Zum letzten Mal stand die geplante Bebauung der Segelwiesen im Frühjahr 2014 im Fokus von Politik und Stadtverwaltung. Damals war die Nienburger Entwicklungs- und Wirtschaftsförderungsgesellschaft (NEW) als Erschließungsträger beauftragt worden. Ein kurzfristiger Ankauf der benötigten Fläche seitens der NEW scheiterte augenscheinlich. Somit war ein langwieriges Umlegungsverfahren unausweichlich.

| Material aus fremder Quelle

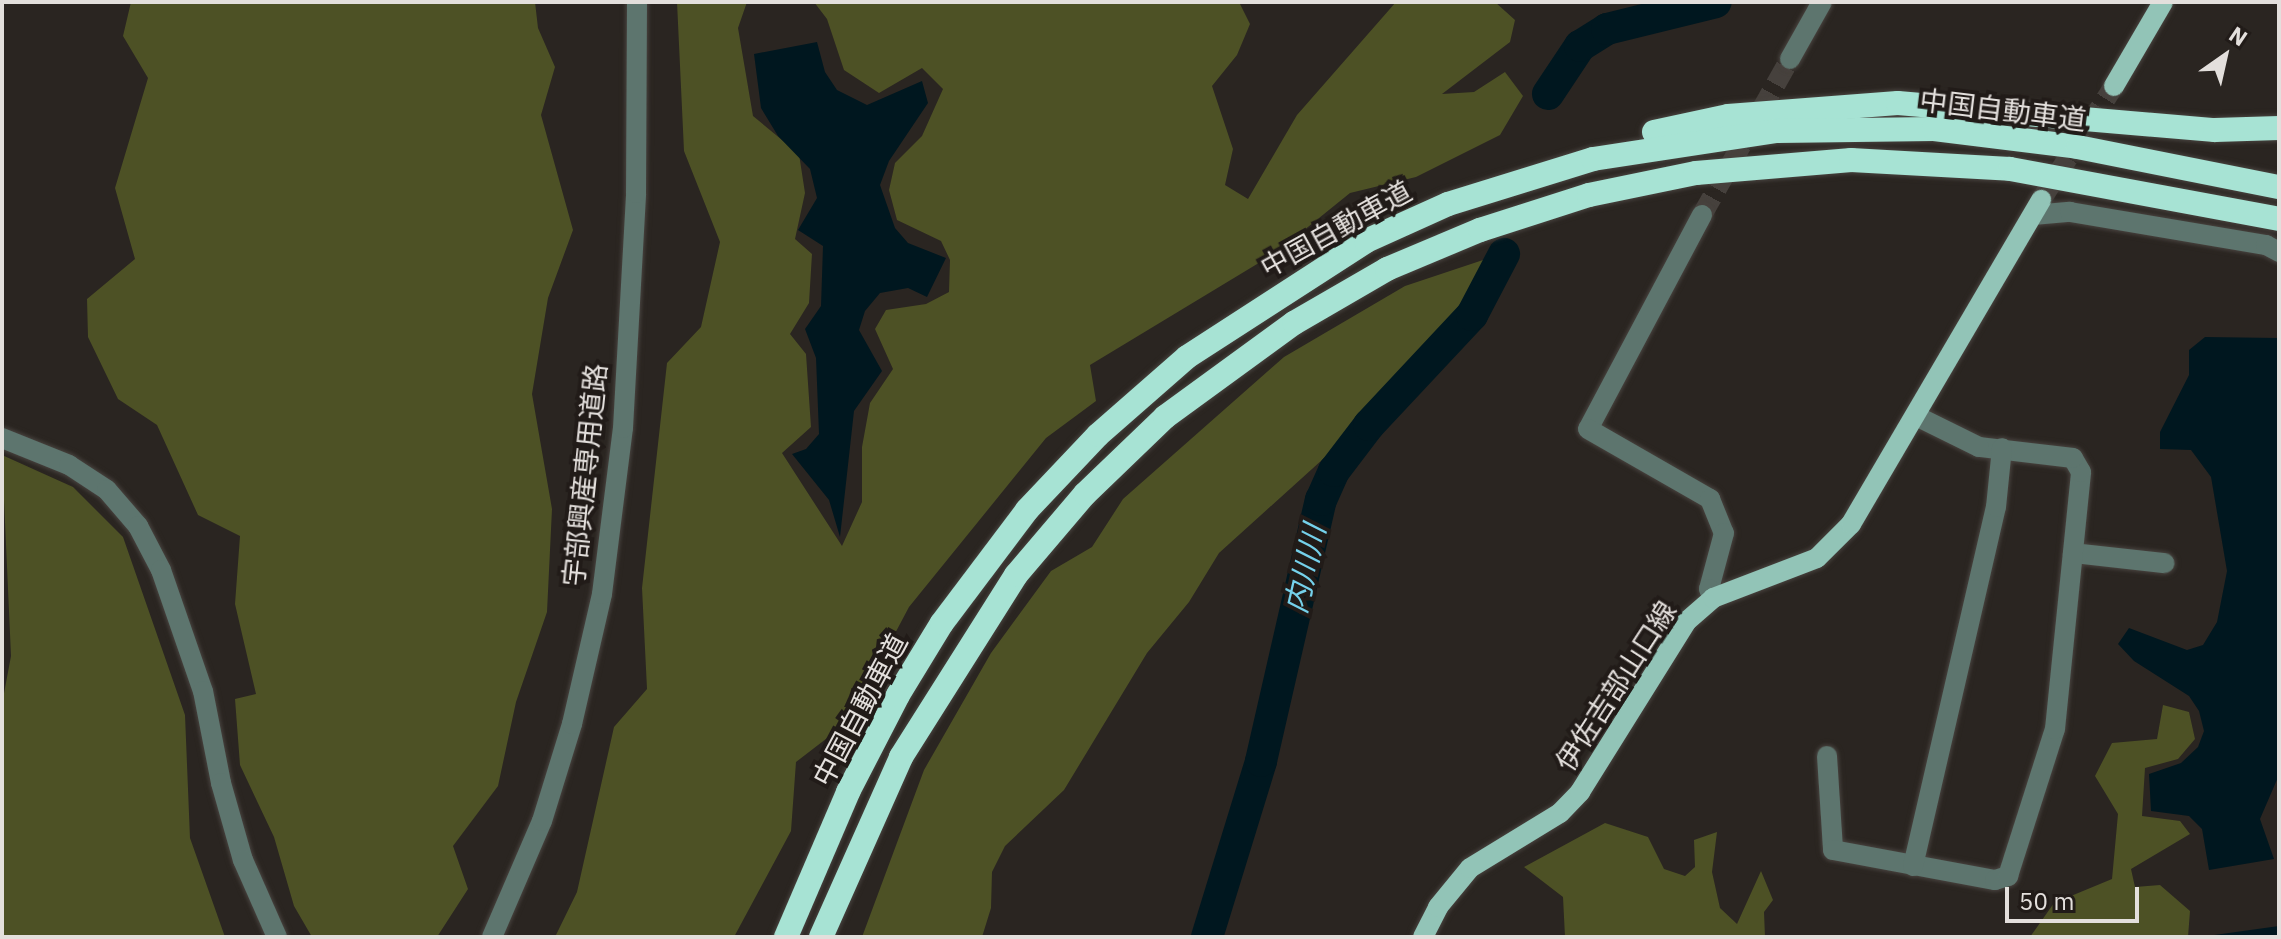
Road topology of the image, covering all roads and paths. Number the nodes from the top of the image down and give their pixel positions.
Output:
1 (637, 2) edge
2 (1822, 2) edge
3 (2163, 2) edge
4 (1790, 59) tunnel mouth
5 (2114, 86) tunnel mouth
6 (2279, 128) edge
7 (2279, 187) edge
8 (1448, 204) junction
9 (2037, 207) joint
10 (1702, 215) tunnel mouth
11 (2279, 219) edge
12 (2279, 252) edge
13 (1916, 416) junction
14 (2, 438) edge
15 (2002, 448) junction
16 (2073, 553) junction
17 (2164, 563) dead end
18 (1713, 598) junction
19 (1827, 756) dead end
20 (1913, 866) junction
21 (277, 937) edge
22 (492, 937) edge
23 (786, 937) edge
24 (821, 937) edge
25 (1423, 937) edge

1 - 22 street, 宇部興産専用道路
2 - 4 street
3 - 5 main road
6 - 8 highway
7 - 8 highway, 中国自動車道
8 - 23 highway, 中国自動車道
9 - 12 street
9 - 13 main road, 伊佐吉部山口線
10 - 18 street
11 - 24 highway, 中国自動車道
13 - 15 street
13 - 18 main road, 伊佐吉部山口線
14 - 21 street
15 - 16 street
15 - 20 street
16 - 17 street
16 - 20 street
18 - 25 main road, 伊佐吉部山口線
19 - 20 street

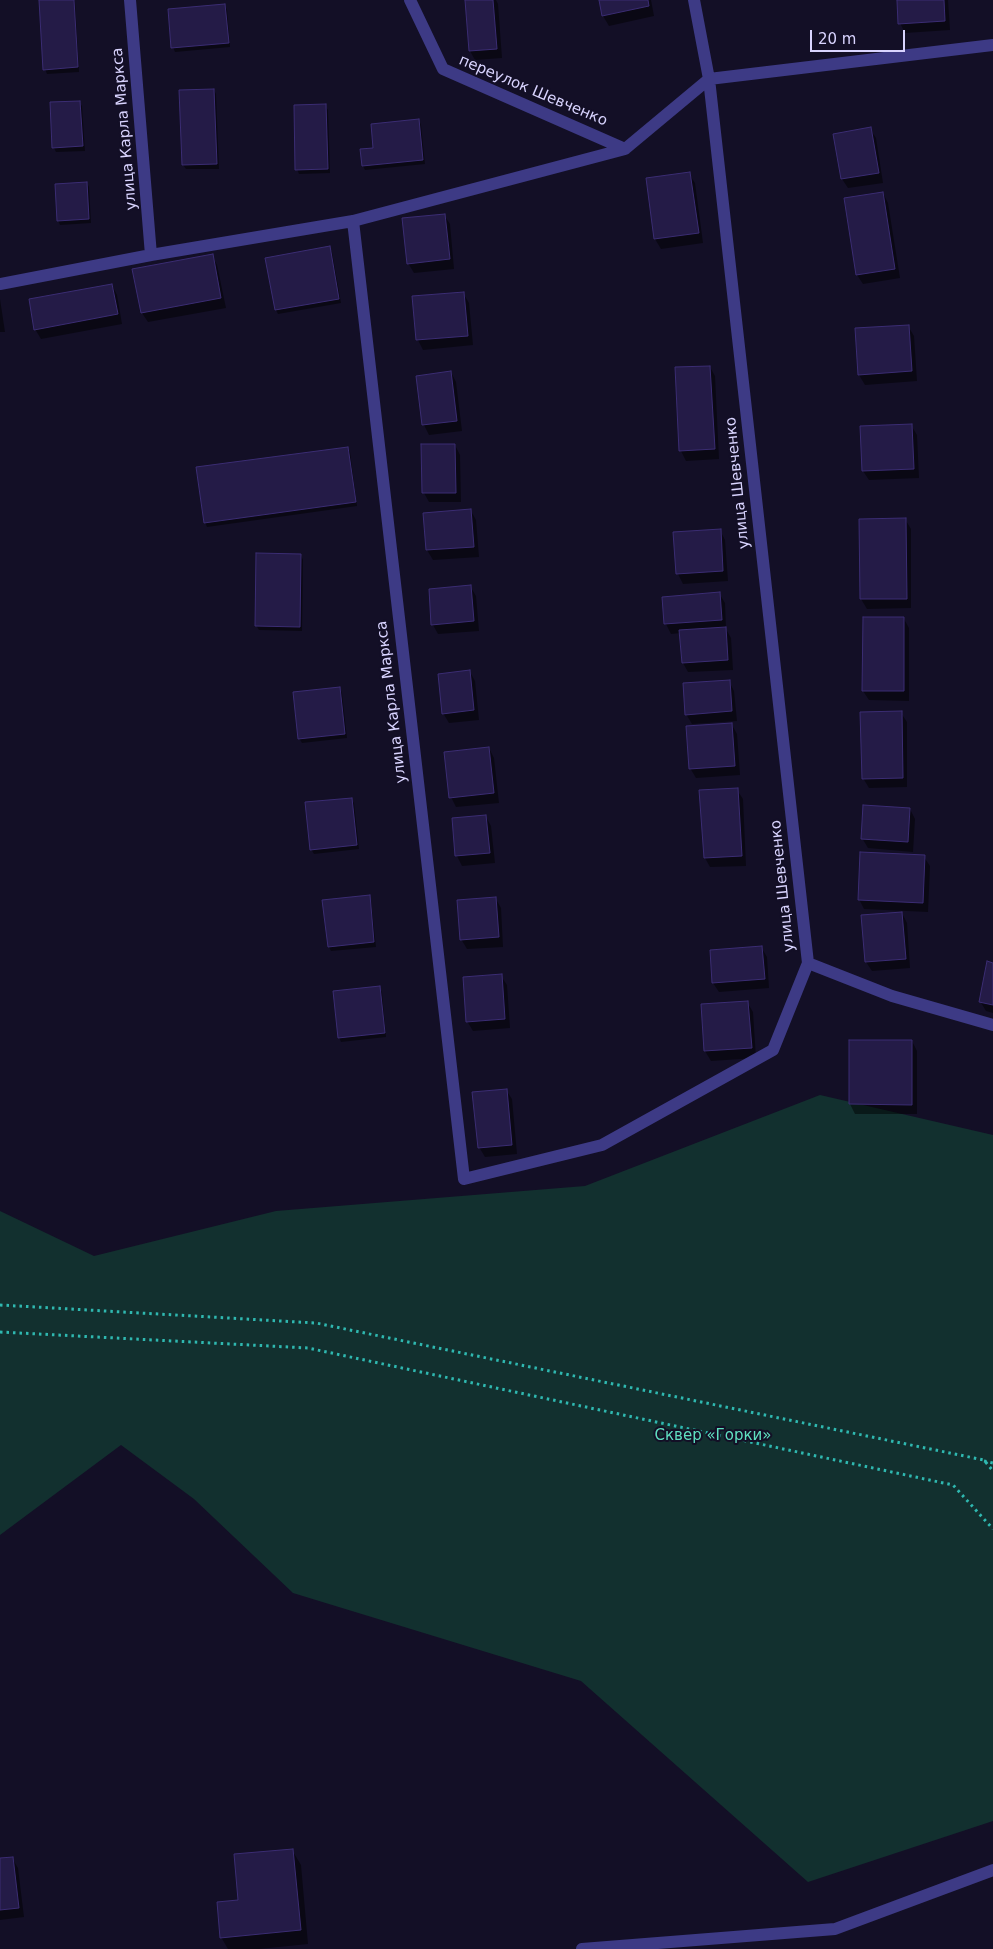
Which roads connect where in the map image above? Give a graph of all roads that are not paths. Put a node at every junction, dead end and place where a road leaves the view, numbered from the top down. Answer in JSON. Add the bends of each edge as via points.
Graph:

Nienburgs Stadtverwaltung schweigt zum derzeitigen Planungsstand.

Die Äußerungen von Michael Brede im Stadtrat und das Auftauchen der Segelwiesen auf der Tagesordnung des Stadtentwicklungsausschusses im nichtöffentlichen Teil deuten allerdings darauf hin, dass das Umlegungsverfahren nun vor einem baldigen Abschluss stehen könnte. Sollte diese Hürde bewältigt sein, muss die NEW der Stadt Nienburg ein tragfähiges Bebauungs- und Erschließungskonzept vorlegen.

Einen Entwurf über die Bebauung der Segelwiesen besteht bereits seit vier Jahren. Ursprünglich gab es sogar zwei Varianten. Eine mit dem Titel „Leben am Wasser“, in der sich die Eigenheime um einen künstlichen See gruppieren, fand große Zustimmung in einer Bürgerbeteiligung, wurde aber damals vom Stadtentwicklungsausschuss zugunsten einer Variante ohne Wasserfläche verworfen. Der Grund: Sie hätte für einen Teilbereich eine hochwasserverträgliche Bauweise erfordert.